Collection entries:
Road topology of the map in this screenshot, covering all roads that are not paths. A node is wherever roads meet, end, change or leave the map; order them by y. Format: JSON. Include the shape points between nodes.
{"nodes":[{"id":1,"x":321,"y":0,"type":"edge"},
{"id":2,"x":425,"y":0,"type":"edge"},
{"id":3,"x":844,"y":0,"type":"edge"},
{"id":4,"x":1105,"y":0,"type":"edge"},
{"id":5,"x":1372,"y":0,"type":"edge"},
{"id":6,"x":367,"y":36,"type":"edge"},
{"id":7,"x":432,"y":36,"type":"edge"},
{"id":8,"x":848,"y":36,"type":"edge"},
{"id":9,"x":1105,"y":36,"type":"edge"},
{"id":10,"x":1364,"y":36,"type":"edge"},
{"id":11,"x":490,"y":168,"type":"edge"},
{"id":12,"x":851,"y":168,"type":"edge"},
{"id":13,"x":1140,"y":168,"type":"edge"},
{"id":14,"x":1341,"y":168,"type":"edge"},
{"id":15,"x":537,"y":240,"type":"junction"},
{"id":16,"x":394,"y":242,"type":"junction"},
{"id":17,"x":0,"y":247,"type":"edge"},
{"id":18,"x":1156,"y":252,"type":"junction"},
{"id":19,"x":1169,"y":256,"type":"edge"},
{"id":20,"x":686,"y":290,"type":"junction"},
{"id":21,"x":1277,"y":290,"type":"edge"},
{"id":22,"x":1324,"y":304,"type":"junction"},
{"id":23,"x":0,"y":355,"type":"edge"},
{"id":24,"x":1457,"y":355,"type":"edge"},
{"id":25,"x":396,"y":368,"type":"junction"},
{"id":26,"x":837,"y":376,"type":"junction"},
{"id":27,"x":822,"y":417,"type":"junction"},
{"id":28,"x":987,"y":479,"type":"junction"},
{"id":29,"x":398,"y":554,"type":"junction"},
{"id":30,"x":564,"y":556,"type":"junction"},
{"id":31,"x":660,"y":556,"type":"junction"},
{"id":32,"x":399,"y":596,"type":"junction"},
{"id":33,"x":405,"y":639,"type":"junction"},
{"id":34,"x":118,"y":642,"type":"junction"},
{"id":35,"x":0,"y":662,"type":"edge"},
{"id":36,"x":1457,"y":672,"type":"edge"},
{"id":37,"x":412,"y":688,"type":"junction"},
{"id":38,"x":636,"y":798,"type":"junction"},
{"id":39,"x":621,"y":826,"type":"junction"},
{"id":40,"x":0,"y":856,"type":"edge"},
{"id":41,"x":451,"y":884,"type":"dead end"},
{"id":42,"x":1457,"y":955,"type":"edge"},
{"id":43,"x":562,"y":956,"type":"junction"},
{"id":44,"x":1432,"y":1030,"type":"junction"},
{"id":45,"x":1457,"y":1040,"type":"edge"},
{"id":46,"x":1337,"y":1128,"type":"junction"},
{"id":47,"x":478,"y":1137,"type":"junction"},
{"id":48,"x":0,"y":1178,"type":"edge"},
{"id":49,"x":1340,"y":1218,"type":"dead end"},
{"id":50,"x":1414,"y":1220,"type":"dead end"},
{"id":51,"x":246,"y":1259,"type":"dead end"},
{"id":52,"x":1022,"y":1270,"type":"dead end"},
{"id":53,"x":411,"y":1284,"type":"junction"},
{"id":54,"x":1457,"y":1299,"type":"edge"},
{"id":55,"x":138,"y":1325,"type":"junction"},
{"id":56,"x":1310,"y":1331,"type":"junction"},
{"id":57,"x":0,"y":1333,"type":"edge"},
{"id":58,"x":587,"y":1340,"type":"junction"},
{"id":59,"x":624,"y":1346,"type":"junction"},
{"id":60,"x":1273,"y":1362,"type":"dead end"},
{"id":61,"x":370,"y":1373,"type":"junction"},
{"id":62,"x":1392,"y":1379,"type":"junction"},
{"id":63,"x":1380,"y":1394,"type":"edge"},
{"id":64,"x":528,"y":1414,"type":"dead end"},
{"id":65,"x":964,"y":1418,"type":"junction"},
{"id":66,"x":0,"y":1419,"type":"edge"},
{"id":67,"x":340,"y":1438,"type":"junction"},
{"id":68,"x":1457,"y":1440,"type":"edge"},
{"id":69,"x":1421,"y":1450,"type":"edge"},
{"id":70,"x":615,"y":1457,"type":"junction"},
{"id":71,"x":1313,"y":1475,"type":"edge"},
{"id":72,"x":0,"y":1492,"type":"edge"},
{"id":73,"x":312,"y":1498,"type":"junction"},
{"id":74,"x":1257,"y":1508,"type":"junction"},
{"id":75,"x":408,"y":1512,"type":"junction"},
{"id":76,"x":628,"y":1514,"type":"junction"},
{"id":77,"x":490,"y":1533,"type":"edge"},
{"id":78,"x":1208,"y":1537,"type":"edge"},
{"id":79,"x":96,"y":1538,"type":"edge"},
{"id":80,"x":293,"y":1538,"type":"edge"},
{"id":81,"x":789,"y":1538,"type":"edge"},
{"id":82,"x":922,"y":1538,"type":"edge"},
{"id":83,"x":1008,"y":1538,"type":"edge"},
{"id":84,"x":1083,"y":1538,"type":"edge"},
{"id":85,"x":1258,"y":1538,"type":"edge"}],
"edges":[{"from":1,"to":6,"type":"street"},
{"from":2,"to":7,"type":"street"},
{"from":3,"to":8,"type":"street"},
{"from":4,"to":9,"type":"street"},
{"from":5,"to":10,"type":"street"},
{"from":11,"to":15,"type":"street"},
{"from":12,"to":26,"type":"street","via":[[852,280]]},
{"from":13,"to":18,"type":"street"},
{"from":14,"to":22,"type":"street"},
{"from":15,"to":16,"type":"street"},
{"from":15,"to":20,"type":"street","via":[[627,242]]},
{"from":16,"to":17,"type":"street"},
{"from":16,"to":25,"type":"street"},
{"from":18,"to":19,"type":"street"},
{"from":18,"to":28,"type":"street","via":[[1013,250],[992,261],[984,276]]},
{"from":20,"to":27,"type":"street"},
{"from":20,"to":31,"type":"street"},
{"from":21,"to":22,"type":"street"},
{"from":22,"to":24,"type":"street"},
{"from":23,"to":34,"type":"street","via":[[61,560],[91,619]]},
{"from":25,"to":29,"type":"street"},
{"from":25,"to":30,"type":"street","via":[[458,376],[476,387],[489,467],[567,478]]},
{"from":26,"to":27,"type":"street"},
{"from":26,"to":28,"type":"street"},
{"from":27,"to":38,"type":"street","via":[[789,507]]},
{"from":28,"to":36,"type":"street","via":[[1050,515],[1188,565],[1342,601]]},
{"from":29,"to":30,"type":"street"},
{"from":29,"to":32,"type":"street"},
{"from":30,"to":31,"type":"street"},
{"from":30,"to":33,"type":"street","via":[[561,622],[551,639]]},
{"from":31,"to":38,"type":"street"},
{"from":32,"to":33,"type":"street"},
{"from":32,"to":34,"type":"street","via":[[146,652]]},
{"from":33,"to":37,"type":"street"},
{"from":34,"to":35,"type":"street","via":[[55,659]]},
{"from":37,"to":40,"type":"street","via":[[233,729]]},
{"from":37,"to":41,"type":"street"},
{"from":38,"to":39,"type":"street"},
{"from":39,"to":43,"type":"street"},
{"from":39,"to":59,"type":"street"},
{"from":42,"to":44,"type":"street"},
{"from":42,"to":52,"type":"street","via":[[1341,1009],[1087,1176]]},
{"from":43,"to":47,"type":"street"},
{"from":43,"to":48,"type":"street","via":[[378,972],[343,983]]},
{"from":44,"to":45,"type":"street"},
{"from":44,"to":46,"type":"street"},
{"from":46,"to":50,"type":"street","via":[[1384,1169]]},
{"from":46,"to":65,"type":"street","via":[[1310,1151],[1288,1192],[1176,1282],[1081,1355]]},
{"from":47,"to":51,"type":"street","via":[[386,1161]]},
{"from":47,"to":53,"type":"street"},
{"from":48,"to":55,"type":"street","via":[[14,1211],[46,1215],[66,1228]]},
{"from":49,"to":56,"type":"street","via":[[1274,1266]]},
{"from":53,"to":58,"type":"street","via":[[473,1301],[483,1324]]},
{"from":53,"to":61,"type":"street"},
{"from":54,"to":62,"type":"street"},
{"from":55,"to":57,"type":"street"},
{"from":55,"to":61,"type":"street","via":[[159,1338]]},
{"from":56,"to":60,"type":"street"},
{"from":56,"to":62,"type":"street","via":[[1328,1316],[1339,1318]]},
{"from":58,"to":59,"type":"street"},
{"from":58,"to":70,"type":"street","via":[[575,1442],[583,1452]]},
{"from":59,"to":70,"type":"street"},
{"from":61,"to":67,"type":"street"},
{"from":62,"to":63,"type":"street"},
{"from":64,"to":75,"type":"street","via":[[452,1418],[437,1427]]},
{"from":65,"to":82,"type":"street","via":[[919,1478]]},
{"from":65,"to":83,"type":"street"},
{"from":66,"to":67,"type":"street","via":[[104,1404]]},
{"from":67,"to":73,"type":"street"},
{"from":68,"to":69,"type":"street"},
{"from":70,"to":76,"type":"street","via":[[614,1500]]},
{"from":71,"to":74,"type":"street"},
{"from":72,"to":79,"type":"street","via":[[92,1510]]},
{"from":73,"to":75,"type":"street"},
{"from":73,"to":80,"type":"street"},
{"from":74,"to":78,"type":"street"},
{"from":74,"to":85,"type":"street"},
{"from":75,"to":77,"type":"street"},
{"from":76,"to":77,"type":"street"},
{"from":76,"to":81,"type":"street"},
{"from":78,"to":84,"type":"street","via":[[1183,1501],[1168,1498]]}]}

__Exercise objective__. From the entries above, extract each line containing "nodes".

__Result of the task__.
Road topology of the map in this screenshot, covering all roads that are not paths. A node is wherever roads meet, end, change or leave the map; order them by y. Format: JSON. Include the shape points between nodes.
{"nodes":[{"id":1,"x":321,"y":0,"type":"edge"},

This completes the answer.